Power Management

Battery + USB Power

We wanted to make the Feather HUZZAH32 easy to power both when connected to a computer as well as via battery. There's two ways to power a Feather. You can connect with a Micro USB cable (just plug into the jack) and the Feather will regulate the 5V USB down to 3.3V. You can also connect a 4.2/3.7V Lithium Polymer (Lipo/Lipoly) or Lithium Ion (LiIon) battery to the JST jack. This will let the Feather run on a rechargeable battery. When the USB power is powered, it will automatically switch over to USB for power, as well as start charging the battery (if attached) at 200mA. This happens 'hot-swap' style so you can always keep the LiPoly connected as a 'backup' power that will only get used when USB power is lost.
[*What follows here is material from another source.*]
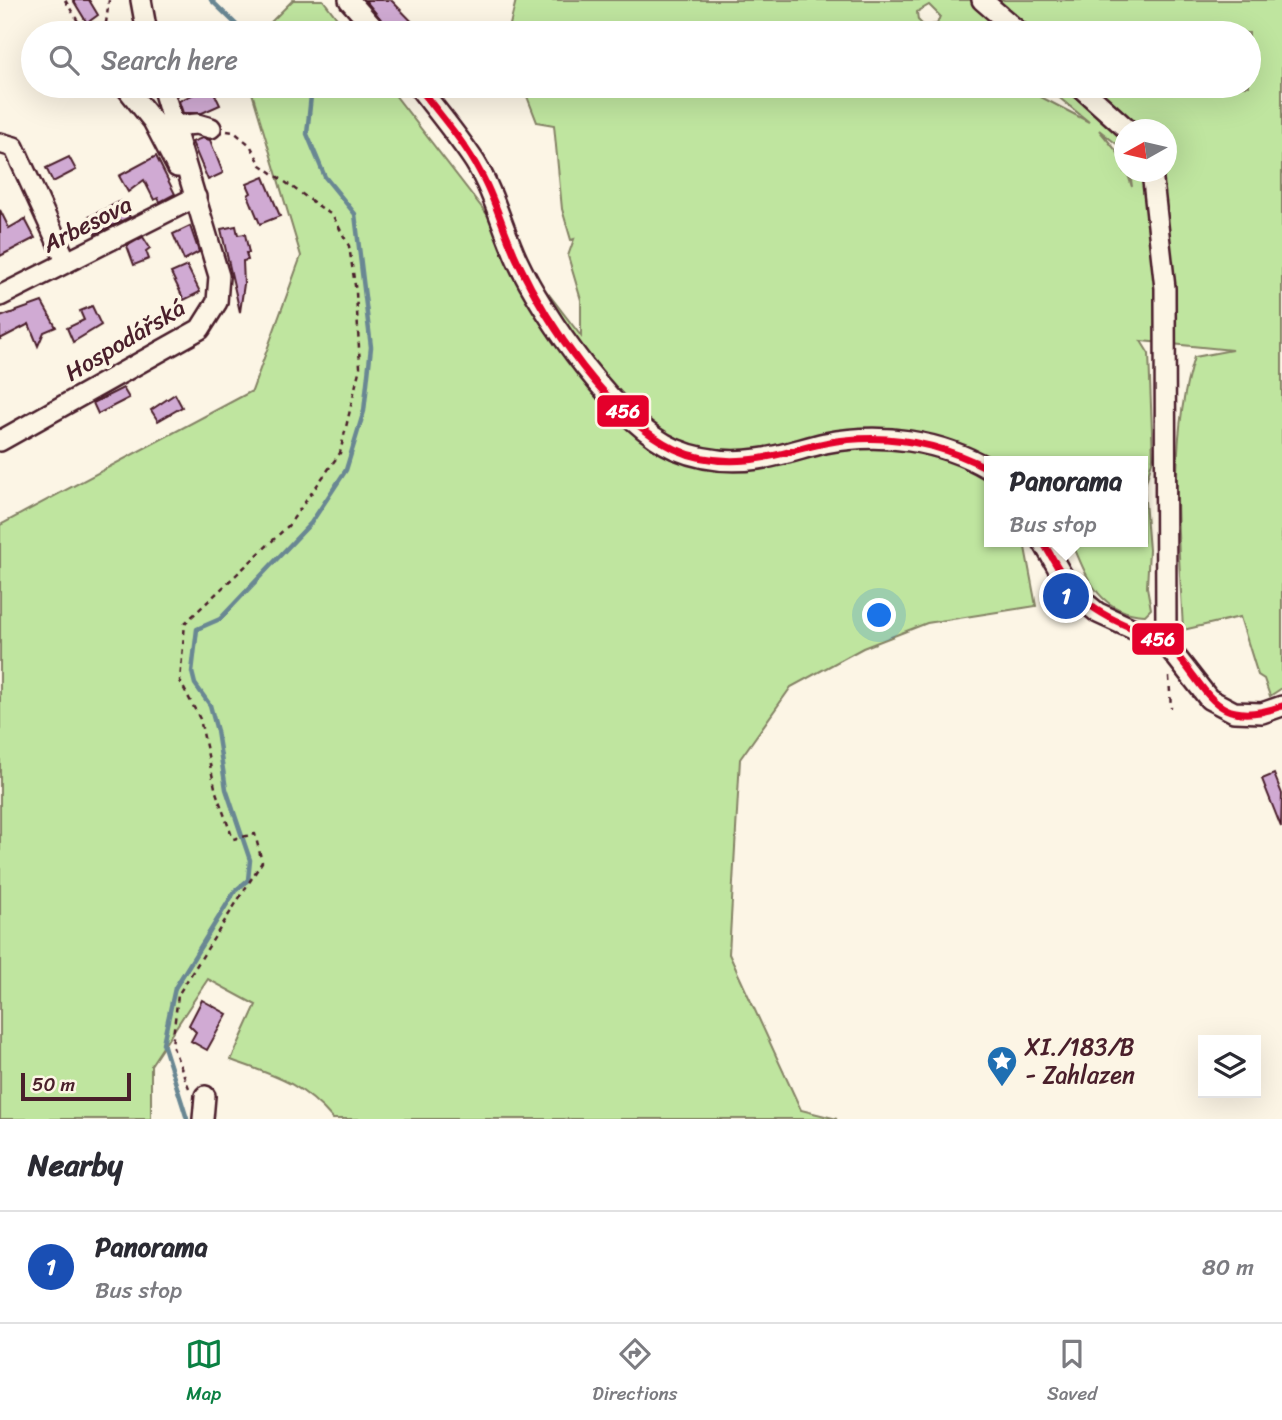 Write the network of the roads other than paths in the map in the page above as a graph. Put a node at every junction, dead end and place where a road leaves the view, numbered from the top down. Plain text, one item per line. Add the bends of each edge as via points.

The JST connector polarity is matched to Adafruit LiPoly batteries. Using wrong polarity batteries can destroy your Feather

The above shows the Micro USB jack (left), Lipoly JST jack (top left), as well as the 3.3V regulator (to the right of the JST jack), changeover diode+transistor (below the JST jack) and the Lipoly charging circuitry (right below the regulator).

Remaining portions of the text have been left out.